A prefeita de Pedra Preta, Iraci Ferreira de Souza, apresentou uma representação disciplinar contra o vereador Carlos Fernando Pereira de Oliveira, o “Fernando do Galvileiro”, sob acusação de violência política de gênero e quebra de decoro parlamentar.

A denúncia foi encaminhada à Procuradoria Especial da Mulher da Câmara Municipal e, posteriormente, remetida à Presidência do Legislativo para análise e adoção das providências cabíveis. No documento de encaminhamento, a própria Procuradoria ressalta que não possui natureza investigativa ou poder para aplicar sanções, cabendo aos órgãos competentes da Câmara analisar o caso.

Segundo a representação, os episódios teriam ocorrido durante fiscalizações e manifestações públicas realizadas pelo vereador nos meses de junho, julho e agosto de 2026. A prefeita sustenta que as críticas ultrapassaram o debate administrativo e passaram a conter ataques pessoais e expressões consideradas ofensivas.

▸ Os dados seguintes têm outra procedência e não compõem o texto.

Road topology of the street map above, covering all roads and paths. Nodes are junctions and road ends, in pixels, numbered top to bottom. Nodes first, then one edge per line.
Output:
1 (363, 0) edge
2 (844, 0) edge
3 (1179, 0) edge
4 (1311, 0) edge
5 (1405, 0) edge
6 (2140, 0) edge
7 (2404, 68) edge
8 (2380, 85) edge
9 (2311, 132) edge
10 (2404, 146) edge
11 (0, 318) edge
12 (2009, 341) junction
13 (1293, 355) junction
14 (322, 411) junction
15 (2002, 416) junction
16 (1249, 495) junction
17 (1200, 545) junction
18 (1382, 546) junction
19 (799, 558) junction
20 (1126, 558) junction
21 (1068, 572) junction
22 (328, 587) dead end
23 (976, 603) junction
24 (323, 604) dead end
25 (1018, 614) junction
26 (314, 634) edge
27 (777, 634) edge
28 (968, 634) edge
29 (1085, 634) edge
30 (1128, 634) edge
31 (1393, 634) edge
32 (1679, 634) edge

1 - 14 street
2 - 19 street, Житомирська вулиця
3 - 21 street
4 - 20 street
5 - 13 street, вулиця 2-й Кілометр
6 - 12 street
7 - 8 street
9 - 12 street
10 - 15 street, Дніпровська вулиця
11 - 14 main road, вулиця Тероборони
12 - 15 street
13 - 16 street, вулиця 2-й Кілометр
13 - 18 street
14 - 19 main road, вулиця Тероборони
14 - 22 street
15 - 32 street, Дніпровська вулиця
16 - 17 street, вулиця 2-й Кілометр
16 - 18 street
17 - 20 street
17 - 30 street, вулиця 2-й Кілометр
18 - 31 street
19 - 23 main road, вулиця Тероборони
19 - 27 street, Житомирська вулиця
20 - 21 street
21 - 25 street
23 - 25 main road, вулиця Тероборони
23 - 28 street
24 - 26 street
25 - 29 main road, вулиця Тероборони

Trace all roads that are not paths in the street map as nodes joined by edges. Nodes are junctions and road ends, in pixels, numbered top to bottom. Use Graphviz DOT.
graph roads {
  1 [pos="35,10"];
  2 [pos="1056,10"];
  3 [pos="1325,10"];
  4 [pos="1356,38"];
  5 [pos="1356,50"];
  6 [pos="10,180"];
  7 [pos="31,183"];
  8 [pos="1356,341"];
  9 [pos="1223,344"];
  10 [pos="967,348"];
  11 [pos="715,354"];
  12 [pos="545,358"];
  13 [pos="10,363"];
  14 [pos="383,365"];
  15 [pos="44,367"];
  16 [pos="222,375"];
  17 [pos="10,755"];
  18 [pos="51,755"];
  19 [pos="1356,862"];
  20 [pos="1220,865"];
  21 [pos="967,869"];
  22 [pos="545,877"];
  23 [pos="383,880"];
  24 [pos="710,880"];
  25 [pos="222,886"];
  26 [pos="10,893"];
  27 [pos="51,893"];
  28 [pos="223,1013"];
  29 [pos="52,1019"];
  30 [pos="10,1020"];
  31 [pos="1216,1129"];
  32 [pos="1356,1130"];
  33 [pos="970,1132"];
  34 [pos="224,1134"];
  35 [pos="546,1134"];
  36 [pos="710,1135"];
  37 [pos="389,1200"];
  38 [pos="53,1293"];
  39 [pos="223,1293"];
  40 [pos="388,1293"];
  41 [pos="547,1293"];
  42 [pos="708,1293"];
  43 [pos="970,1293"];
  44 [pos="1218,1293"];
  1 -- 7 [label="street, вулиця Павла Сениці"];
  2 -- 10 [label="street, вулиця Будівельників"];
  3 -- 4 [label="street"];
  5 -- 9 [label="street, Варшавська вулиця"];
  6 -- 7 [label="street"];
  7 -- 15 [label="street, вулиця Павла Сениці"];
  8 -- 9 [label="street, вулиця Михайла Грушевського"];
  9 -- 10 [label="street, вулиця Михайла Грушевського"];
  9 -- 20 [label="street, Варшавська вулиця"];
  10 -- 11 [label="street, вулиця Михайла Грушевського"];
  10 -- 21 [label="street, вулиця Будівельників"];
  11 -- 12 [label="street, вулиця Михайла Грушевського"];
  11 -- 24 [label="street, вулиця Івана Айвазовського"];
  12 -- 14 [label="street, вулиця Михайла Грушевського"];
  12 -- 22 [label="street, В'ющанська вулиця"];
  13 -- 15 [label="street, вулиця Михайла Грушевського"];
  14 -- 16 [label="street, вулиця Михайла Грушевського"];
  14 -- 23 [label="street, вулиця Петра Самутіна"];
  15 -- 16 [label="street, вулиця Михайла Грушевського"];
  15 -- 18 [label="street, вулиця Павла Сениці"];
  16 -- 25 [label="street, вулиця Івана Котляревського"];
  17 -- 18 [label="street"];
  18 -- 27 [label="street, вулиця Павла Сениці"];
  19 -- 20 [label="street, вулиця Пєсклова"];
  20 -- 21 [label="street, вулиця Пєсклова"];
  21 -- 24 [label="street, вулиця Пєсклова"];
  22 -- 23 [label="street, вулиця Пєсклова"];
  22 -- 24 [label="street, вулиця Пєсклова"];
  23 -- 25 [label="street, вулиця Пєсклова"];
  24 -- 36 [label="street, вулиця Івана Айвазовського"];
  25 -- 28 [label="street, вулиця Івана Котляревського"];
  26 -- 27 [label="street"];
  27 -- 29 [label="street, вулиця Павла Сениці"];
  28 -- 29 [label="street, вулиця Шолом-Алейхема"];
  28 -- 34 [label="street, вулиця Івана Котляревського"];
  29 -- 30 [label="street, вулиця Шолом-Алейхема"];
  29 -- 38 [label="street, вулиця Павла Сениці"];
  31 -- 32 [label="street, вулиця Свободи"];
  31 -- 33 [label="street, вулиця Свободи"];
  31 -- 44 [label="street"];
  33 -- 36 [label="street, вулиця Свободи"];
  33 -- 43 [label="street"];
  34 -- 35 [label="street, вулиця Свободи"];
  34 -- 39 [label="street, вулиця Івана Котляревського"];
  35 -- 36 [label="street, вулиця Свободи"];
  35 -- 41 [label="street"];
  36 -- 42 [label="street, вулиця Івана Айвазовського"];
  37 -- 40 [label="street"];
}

Entre os episódios citados está uma fiscalização realizada no Distrito Industrial, em junho, quando o parlamentar fez críticas à administração municipal. Outro fato apontado ocorreu às margens da Rodovia 459, em julho. A representação também relata um episódio ocorrido em 11 de agosto, na Farmácia Municipal, quando o vereador realizou uma transmissão ao vivo e questionou a falta de medicamentos. A defesa da prefeita afirma que, durante essas manifestações, foram utilizadas expressões como “incompetente”, “omissa” e “mentirosa”.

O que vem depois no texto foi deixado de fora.